### [WHAT IS EXPECTED]
Look through the listing below, and wherever a line has the string "UMSOLO", pull it out.

### [GIVEN INFORMATION]

-- Opening Marker --

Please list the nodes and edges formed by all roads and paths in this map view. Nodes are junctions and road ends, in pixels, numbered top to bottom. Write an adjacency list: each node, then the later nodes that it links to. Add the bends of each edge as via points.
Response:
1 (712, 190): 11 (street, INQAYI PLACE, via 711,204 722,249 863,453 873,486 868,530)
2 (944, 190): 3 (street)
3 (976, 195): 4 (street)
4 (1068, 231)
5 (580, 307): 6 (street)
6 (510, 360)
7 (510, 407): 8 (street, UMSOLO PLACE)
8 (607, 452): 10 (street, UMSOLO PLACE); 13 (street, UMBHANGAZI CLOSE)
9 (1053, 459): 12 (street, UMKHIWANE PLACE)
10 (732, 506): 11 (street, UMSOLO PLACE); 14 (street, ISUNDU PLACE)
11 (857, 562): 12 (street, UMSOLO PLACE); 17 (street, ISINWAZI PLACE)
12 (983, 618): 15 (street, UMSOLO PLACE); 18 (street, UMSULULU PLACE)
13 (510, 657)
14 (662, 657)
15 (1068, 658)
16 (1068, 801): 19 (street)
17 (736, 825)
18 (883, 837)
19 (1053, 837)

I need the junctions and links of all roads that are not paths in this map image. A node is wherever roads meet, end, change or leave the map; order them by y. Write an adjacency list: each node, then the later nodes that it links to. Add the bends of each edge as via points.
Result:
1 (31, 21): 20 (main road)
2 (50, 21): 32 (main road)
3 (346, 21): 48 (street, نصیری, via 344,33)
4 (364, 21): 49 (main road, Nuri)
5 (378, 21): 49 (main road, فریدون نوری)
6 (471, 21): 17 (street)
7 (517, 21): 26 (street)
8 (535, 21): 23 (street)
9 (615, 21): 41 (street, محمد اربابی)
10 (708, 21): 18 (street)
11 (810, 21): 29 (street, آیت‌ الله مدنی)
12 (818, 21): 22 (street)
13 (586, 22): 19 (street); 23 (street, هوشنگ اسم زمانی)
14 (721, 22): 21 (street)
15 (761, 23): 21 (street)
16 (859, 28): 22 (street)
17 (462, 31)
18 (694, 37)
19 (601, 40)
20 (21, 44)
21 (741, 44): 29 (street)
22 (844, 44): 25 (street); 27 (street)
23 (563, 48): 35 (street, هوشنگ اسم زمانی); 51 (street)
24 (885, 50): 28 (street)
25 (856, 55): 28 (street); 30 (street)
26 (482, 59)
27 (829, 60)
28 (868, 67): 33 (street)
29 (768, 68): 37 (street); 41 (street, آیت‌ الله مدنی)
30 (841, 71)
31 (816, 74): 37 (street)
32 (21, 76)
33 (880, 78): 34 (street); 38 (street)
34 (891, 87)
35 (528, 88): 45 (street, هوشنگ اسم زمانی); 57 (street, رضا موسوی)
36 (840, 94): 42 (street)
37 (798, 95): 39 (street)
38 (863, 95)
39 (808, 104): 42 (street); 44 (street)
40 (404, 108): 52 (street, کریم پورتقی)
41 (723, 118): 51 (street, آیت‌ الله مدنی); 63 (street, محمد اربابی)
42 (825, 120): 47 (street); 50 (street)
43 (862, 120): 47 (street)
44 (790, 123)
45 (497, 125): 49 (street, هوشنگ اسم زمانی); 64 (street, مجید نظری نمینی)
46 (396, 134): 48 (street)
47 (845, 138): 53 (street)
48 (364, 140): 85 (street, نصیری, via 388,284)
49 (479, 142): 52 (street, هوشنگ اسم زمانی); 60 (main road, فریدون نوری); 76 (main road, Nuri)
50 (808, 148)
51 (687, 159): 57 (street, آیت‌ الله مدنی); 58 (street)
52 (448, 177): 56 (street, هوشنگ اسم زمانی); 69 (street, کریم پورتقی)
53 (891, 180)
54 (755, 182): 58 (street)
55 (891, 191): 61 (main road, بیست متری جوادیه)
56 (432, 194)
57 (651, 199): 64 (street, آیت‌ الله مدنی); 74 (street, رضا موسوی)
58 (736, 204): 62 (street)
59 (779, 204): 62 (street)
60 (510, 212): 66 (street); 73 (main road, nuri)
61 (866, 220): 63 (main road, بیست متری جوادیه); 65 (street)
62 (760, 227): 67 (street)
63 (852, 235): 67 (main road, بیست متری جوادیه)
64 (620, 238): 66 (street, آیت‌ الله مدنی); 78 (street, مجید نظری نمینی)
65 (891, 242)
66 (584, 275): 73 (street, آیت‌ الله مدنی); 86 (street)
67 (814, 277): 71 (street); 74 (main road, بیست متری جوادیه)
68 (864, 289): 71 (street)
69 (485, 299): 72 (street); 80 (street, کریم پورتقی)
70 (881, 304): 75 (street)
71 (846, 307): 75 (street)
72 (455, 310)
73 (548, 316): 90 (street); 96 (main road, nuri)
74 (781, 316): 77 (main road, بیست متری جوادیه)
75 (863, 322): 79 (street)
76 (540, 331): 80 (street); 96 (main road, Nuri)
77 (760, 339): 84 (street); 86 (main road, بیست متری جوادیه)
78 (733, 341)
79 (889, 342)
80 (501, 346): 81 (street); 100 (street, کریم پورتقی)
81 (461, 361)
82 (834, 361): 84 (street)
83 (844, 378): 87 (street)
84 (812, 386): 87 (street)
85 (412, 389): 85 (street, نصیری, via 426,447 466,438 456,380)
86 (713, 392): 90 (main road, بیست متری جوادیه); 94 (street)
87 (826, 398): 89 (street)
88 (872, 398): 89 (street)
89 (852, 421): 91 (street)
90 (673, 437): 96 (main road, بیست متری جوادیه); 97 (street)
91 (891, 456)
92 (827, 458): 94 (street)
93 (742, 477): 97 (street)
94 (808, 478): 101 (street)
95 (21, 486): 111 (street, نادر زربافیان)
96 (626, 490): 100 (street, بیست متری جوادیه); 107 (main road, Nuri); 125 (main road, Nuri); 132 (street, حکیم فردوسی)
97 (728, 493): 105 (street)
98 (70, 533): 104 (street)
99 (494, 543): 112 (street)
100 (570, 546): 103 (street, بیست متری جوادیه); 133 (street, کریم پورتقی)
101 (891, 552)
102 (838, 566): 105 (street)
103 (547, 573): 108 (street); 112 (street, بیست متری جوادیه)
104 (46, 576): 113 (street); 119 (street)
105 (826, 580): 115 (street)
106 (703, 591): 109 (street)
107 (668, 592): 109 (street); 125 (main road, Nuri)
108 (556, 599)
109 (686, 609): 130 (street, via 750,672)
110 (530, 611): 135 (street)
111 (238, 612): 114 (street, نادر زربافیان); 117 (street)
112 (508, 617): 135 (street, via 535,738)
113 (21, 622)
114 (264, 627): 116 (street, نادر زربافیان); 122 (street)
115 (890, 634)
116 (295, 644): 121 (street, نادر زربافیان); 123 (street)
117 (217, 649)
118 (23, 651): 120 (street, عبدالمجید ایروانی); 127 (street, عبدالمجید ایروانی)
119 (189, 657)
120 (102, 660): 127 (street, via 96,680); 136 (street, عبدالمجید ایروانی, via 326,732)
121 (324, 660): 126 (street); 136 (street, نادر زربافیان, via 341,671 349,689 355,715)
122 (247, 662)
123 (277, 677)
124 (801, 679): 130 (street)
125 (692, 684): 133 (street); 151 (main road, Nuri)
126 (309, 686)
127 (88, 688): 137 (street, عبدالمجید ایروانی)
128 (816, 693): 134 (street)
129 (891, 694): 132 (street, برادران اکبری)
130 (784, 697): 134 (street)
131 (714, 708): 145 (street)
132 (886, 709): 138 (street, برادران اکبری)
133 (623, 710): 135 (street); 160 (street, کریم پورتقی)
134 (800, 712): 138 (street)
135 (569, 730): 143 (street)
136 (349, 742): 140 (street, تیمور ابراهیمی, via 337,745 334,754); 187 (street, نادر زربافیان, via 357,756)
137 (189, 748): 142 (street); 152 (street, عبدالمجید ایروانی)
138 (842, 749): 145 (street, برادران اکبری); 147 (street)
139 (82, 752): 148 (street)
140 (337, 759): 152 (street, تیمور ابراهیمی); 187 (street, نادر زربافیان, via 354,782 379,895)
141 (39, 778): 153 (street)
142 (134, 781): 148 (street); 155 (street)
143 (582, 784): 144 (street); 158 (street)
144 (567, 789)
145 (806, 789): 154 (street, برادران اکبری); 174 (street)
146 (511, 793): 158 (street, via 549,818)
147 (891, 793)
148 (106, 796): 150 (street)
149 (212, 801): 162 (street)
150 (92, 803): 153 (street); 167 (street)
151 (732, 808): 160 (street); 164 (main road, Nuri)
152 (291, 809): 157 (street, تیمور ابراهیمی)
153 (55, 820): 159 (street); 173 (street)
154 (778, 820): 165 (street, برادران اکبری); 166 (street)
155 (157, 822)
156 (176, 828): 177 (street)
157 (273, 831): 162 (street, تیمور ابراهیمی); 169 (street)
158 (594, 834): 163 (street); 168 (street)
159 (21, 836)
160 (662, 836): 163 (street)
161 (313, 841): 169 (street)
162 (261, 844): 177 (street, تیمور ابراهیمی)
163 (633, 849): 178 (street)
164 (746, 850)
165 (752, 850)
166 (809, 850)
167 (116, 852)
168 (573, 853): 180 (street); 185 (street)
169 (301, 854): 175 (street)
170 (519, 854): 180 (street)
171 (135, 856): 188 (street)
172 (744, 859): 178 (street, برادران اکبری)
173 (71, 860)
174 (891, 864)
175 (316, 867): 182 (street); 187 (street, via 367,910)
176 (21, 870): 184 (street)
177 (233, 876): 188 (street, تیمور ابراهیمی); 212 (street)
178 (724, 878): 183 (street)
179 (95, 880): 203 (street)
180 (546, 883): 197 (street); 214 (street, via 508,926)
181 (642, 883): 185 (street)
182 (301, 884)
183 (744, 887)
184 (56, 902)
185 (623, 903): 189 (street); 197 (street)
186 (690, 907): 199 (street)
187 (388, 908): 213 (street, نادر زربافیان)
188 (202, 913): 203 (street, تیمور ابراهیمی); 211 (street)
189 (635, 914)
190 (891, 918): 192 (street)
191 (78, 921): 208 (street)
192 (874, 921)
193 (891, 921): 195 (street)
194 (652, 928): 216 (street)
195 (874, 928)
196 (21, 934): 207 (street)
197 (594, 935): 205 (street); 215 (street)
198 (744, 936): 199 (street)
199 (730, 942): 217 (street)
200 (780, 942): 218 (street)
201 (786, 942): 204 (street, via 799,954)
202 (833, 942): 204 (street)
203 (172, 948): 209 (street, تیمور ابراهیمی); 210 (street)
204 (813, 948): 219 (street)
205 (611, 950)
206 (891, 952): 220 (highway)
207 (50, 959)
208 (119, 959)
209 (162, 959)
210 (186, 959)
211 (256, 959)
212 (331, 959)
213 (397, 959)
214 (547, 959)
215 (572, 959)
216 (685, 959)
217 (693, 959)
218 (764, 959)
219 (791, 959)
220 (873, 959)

-- Closing Marker --

### [REPLY]
7 (510, 407): 8 (street, UMSOLO PLACE)
8 (607, 452): 10 (street, UMSOLO PLACE); 13 (street, UMBHANGAZI CLOSE)
10 (732, 506): 11 (street, UMSOLO PLACE); 14 (street, ISUNDU PLACE)
11 (857, 562): 12 (street, UMSOLO PLACE); 17 (street, ISINWAZI PLACE)
12 (983, 618): 15 (street, UMSOLO PLACE); 18 (street, UMSULULU PLACE)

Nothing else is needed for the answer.